Distributed Wealth Model
Today I received an email from Joseph, one of our regular Fleck Blog readers, with an interesting question. Here it is:
How do you keep a team motivated when there is no revenue. We are about to establish our Corporate Guidelines and the subject of equity came up. How do you establish who gets what piece of the company at start-up, while the site is being rolled out?
I was just having a discussion today about the same subject and spend some time thinking about it. There is no easy answer and I’m sure different people have different strategies. My strategy is simple: give away a lot, make big steps soon, try to make the circumstances as ideal as possible to grow big fast.
Now before you give away your whole company and then complain to me when this doesn’t turn out well, a few words of caution. I have no problem with making other people rich if they help me get rich faster and easier. I have always felt that way and have never regretted it. But this strategy can fail miserably too. You need to be very sure that the partners you have are the right people for the job and that they will indeed make your company or product grow faster and better.

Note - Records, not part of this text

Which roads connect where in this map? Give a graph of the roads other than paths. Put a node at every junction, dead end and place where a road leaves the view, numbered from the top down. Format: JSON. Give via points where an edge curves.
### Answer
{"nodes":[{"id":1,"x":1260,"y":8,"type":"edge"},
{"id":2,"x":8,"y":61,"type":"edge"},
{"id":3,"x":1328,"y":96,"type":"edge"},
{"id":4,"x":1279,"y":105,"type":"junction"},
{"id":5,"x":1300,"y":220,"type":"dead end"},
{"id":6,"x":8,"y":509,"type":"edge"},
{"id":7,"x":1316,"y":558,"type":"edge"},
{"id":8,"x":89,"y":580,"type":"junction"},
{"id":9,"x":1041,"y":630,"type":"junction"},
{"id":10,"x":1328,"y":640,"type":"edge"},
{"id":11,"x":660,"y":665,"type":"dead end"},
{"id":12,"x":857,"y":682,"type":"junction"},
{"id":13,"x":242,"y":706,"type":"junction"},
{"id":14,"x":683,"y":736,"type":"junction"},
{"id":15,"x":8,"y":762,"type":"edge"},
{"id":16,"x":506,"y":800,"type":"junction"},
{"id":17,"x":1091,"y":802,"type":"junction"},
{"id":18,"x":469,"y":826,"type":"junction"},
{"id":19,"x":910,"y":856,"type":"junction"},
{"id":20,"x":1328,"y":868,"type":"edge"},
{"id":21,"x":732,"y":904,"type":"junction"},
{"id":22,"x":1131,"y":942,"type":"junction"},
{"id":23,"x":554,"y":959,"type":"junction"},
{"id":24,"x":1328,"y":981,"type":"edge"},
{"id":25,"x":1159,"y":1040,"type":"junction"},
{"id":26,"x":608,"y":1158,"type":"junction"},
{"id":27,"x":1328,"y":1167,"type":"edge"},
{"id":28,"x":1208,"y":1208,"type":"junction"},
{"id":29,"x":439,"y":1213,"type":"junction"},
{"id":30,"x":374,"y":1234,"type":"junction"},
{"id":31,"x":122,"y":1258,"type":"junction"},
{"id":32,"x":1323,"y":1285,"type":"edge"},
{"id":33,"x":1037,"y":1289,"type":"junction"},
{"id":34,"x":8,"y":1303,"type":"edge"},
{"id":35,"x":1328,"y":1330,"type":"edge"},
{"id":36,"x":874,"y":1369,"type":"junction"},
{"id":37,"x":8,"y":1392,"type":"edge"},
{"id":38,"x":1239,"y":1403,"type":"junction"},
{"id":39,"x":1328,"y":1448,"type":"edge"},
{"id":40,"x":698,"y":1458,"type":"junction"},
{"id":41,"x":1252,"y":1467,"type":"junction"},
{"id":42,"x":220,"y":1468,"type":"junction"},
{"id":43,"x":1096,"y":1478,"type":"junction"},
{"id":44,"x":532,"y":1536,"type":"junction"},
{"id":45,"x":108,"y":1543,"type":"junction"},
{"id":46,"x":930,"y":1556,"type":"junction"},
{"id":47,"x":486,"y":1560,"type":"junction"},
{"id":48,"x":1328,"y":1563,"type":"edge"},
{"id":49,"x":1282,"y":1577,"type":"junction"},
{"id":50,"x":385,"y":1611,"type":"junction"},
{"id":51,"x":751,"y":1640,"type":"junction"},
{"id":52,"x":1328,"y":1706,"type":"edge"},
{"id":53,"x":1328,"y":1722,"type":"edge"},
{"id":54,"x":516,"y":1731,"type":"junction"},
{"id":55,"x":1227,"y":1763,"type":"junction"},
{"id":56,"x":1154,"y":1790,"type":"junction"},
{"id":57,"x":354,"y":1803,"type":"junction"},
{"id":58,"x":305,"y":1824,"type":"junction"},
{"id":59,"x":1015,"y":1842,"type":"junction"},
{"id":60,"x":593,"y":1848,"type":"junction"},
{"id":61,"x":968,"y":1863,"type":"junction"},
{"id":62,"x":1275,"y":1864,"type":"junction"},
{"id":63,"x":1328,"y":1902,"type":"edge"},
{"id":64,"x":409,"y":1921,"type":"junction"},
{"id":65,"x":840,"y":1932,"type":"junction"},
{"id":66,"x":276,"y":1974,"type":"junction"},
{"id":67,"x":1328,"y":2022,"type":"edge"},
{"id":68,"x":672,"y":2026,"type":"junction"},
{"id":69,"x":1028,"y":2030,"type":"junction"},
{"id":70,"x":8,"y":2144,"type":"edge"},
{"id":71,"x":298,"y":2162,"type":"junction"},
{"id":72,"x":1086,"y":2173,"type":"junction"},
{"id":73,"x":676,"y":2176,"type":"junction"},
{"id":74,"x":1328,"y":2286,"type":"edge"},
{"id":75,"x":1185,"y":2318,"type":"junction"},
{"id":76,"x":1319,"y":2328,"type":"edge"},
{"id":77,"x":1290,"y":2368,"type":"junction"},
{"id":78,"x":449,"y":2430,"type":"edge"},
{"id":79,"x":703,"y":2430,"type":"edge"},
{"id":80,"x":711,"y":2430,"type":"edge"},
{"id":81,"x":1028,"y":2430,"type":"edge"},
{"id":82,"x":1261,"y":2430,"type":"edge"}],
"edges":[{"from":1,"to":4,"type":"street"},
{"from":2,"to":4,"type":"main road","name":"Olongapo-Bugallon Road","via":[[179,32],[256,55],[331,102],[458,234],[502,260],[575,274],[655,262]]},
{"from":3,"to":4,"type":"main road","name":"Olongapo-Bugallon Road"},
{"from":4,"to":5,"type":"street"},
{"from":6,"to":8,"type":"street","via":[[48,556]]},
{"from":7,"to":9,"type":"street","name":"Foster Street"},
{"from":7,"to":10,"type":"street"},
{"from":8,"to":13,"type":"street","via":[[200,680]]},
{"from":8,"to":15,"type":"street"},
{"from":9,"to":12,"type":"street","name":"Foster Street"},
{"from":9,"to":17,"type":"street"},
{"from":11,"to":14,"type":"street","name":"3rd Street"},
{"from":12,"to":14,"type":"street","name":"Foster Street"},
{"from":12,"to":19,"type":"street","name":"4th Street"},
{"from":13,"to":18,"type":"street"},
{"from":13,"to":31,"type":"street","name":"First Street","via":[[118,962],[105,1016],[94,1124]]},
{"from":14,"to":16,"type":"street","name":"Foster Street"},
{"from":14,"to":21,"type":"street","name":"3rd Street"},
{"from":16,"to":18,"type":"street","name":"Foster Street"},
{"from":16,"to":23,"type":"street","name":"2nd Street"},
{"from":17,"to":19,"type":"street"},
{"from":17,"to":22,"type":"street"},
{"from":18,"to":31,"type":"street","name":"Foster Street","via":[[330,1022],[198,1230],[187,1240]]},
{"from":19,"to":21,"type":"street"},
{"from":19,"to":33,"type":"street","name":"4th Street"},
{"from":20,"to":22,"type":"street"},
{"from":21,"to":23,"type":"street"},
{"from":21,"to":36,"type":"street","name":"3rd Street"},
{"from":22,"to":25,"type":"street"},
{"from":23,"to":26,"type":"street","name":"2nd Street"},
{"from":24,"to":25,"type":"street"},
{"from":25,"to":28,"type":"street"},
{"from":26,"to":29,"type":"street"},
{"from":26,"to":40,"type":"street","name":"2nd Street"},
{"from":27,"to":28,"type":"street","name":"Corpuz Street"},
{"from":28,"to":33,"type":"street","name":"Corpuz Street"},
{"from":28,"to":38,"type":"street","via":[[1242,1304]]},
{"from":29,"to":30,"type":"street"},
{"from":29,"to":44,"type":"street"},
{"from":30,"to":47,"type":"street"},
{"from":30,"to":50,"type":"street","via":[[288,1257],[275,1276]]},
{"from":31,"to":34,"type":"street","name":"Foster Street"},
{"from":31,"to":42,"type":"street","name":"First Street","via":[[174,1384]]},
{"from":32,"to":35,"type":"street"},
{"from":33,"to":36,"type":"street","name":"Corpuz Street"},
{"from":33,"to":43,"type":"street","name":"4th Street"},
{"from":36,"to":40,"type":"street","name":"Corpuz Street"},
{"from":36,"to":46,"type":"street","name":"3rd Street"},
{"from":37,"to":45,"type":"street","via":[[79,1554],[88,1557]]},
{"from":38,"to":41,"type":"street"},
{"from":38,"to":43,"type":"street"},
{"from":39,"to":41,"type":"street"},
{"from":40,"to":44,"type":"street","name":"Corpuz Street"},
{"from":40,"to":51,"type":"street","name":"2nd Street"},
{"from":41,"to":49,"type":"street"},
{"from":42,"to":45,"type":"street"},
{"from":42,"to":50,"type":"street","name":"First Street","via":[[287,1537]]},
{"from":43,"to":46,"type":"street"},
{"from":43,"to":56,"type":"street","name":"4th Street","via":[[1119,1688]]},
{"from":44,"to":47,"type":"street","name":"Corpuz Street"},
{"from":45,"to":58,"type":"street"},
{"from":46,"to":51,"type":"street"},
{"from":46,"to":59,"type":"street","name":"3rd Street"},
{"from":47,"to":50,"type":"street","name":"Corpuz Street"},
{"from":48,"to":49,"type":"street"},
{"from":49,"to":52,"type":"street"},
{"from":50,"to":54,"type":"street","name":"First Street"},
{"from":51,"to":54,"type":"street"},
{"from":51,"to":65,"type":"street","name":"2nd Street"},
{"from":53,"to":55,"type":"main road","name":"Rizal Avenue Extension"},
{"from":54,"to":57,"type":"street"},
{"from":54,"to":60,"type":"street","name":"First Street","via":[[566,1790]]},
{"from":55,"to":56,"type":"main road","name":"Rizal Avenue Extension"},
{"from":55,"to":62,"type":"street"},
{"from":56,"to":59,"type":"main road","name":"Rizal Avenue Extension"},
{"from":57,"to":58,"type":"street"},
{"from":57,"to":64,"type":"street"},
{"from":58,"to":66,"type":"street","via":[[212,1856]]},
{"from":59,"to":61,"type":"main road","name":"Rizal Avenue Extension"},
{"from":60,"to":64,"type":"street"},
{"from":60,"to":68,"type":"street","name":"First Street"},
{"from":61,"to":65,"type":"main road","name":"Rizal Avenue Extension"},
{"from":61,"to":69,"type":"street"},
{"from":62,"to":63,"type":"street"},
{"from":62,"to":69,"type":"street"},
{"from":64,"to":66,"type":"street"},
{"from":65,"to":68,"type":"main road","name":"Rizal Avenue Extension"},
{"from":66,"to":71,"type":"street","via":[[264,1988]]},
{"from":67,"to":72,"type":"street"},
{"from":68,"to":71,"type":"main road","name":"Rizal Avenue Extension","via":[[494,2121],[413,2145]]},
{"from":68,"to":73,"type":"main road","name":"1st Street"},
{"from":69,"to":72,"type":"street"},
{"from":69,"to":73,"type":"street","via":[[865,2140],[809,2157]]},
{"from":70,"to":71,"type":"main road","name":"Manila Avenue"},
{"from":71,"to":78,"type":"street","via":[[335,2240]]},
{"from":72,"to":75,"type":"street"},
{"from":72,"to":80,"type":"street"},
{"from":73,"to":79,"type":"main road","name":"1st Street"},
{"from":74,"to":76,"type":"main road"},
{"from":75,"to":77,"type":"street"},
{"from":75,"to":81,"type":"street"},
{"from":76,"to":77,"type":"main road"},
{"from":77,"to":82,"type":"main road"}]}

So if you are sure that your partners are good and are going to make your company a success I would reward them well. Remember that people get motivated most by being appreciated. Respect is a much better motivator than money. So don’t try to negotiate their shares down to the last penny. Show them you respect them, care for their opinion and want to give them a fair share. Explain why the percentage you chose is reasonable and that they are valuable to the company.
I call my model the distributed wealth model: make sure your employees are happy and make a lot of money, your customers are satisfied and your investors get rich and you will do fine yourself too.

Steve Algieri said,
April 25, 2006 @ 4:54 am
Hi Boris,
You’ve already got my email address, so you know where to distrbute the wealth to
.
Seriously thought I’d be interested in learning more about your approach to the equity sharing amoungst your developer(s).
Adam said,
April 26, 2006 @ 6:14 am
Hi Boris. Excited to hear of the progress! In the spirit of continuing the equity discourse, what % have you set aside for an option pool and what equation do you use for your founders distribution model? Thank you for your help and I am happy to keep any and all information you may share with me in strictest confidence.
Boris Veldhuijzen van Zanten said,
April 26, 2006 @ 2:13 pm
I think the industry average is 10% for employees. The founders want to keep as much as possible!